Он встал и подошел к окну. Она глядела на его спину, подавляя желание крикнуть, что, конечно, дело не только в ее нелепой стрижке.

Резко отодвинув стул, она вскочила.

– Пожалуй, я лягу спать, если не возражаешь.

– Нет, конечно, – ответил он. – Думаю, тебе надо лечь.

– Вообще-то, я никогда себя так не веду, – сказала она в дверях.

– Это хорошо, – ответил он без улыбки.


Проплакав полночи, она обнаружила, что от таких безутешных, взрослых слез у тебя опухают глаза и мучает страшная жажда.

Но уже на рассвете, когда она почти что убедила себя, что ее замужество – сущая катастрофа, Джек явился к ней из гостевой комнаты, где спал в ту ночь. Он лег рядом с ней, обнял и пробормотал:

– Ох, моя бедная Роза, пожалуйста, не надо.
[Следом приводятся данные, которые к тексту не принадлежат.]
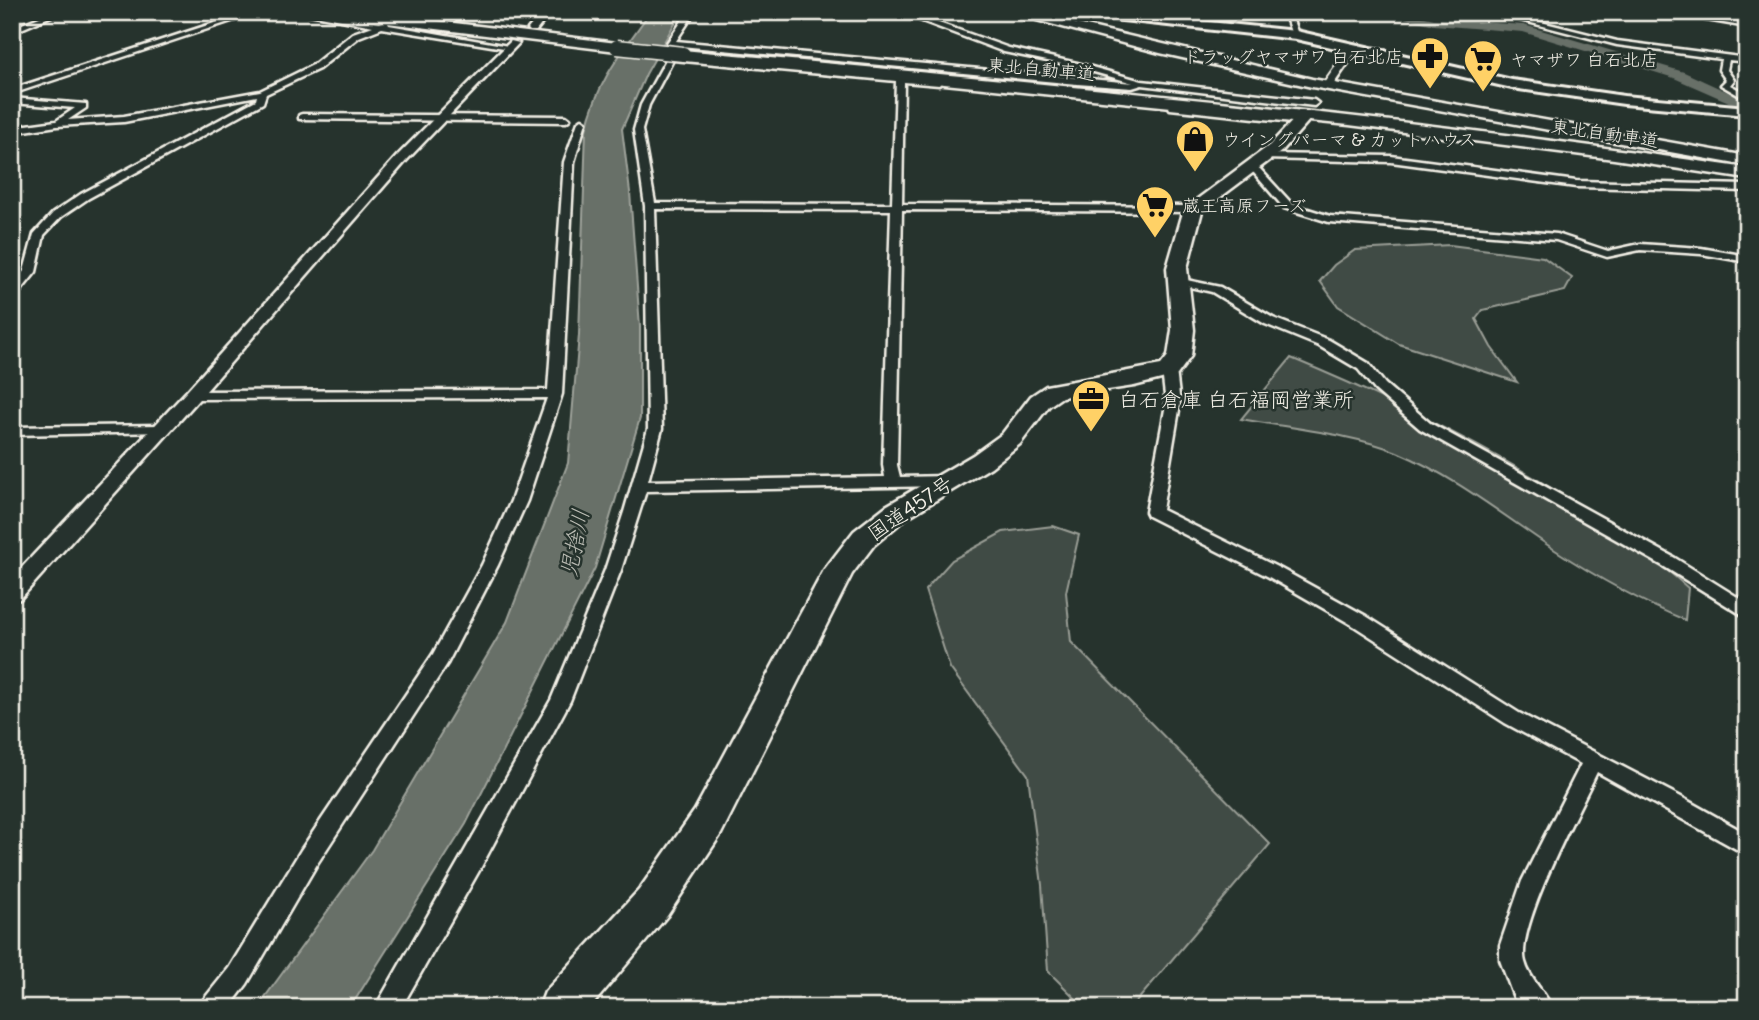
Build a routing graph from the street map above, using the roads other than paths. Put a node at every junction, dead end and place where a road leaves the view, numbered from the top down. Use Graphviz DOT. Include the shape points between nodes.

Это лишь подлило масла в огонь.

– Ты, должно быть, думаешь, что женился на сумасшедшей? – спросила она со злым смехом. Но тут же прижалась щекой к его груди и крепко обняла.

– Вот это другое дело. – Она слышала, как его голос гулко звучал в грудной клетке. – Теперь я все уже забыл.
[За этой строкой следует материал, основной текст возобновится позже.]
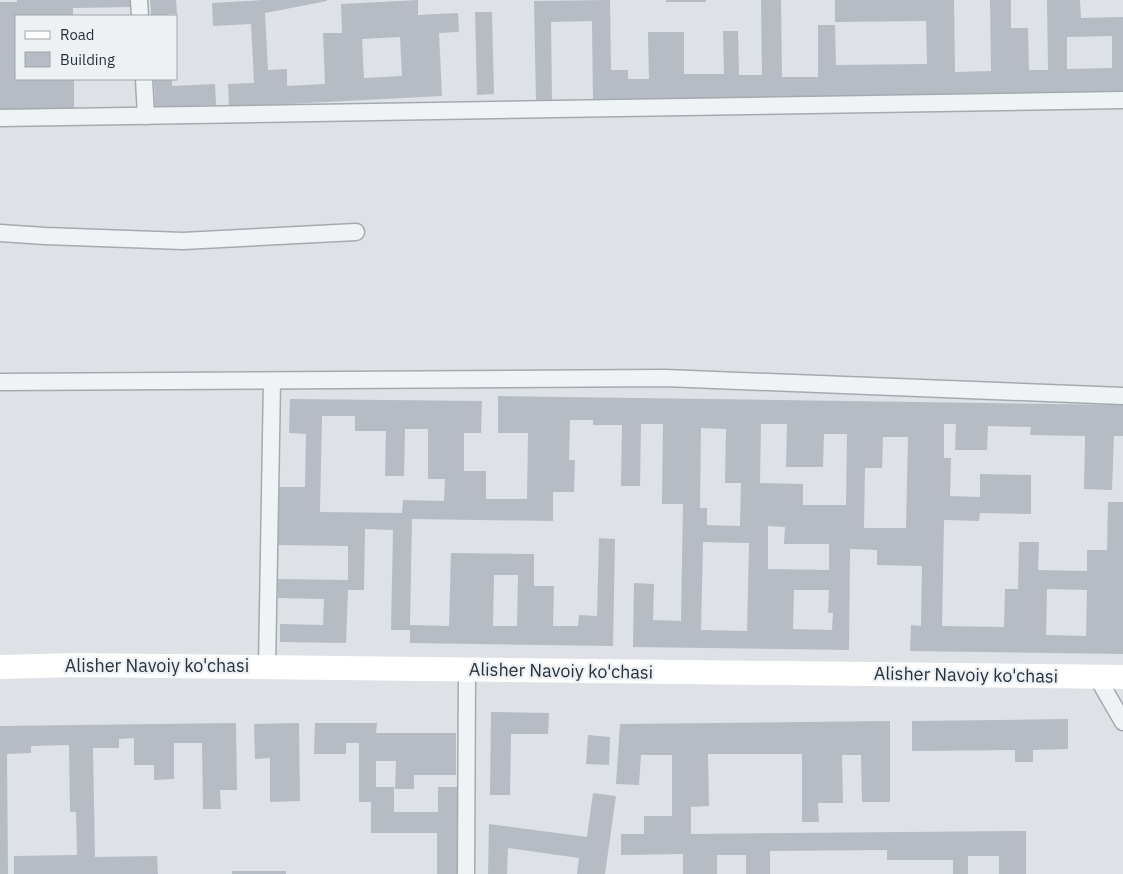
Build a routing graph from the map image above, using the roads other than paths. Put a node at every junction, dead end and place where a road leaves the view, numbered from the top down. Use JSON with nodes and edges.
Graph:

Ей захотелось, чтобы он подольше обнимал ее вот так. Это все, о чем она мечтала. Но потом он поднял выше подол ее ночной рубашки, погладил ее по бедрам и делал все другие вещи, которые прежде так ее смущали.
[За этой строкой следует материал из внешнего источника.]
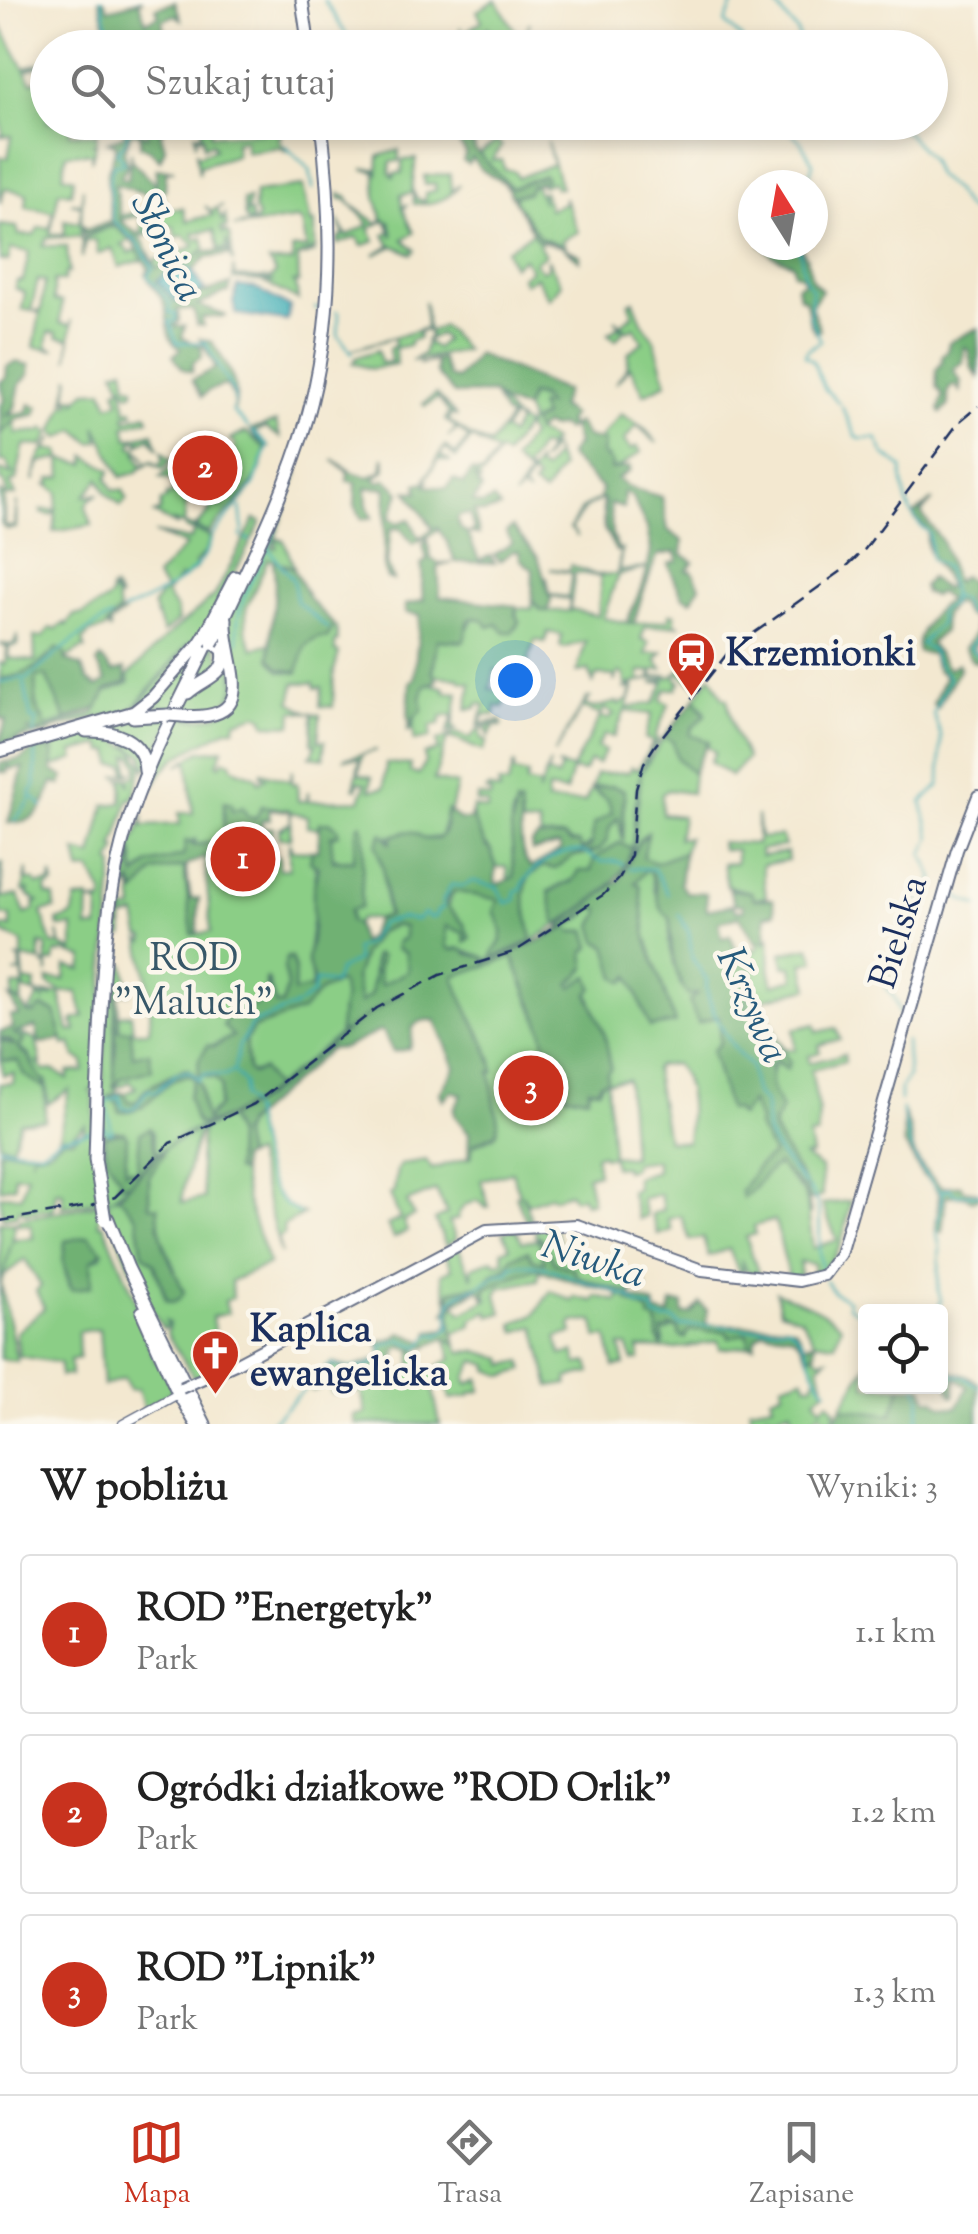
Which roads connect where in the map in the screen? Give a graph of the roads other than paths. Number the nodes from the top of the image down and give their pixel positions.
1 (299, 0) edge
2 (303, 30) edge
3 (319, 140) edge
4 (319, 140) edge
5 (228, 610) junction
6 (209, 639) junction
7 (188, 693) junction
8 (109, 720) junction
9 (76, 733) junction
10 (56, 736) junction
11 (0, 752) edge
12 (144, 778) junction
13 (978, 796) edge
14 (99, 1094) junction
15 (107, 1219) junction
16 (127, 1275) junction
17 (148, 1308) junction
18 (186, 1388) junction
19 (123, 1424) edge
20 (204, 1424) edge

1 - 2 highway
3 - 6 highway
4 - 5 highway
5 - 6 highway
5 - 9 highway
6 - 7 highway
6 - 8 highway
6 - 12 highway
7 - 8 highway
7 - 14 highway
8 - 10 highway
9 - 10 highway
9 - 12 highway
10 - 11 highway
12 - 14 highway
13 - 18 main road, Bielska
14 - 15 highway, bridge
15 - 16 highway
15 - 17 highway
16 - 18 highway
16 - 20 highway
17 - 18 highway
17 - 20 highway
18 - 19 main road
18 - 20 highway
18 - 20 highway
– Роза, не отталкивай меня, – сказал он. – Не надо…

И вот впервые она определенно испытала нечто. Нет, не захлестывающее тебя счастье – о чем она мечтала и, не получив, была так разочарована во время медового месяца, – но крупицу какого-то животного утешения: что вот ты отдаешь и тебя принимают. Что-то такое, что лучше всяких слов.

– Хватит, хватит, глупое создание, – поддразнил он ее после этого. – Достаточно слез пролила.

– Я никогда не плачу, – заверила она его. – Спроси у Тори.

– Спрошу обязательно, в следующий раз, когда ее увижу. – Он погладил ее груди.

И они впервые заснули в объятиях друг друга.

Глава 29

Когда Фрэнк позвонил Виве и сообщил, что он вернулся в Бомбей и хотел бы с ней повидаться, она ответила не сразу.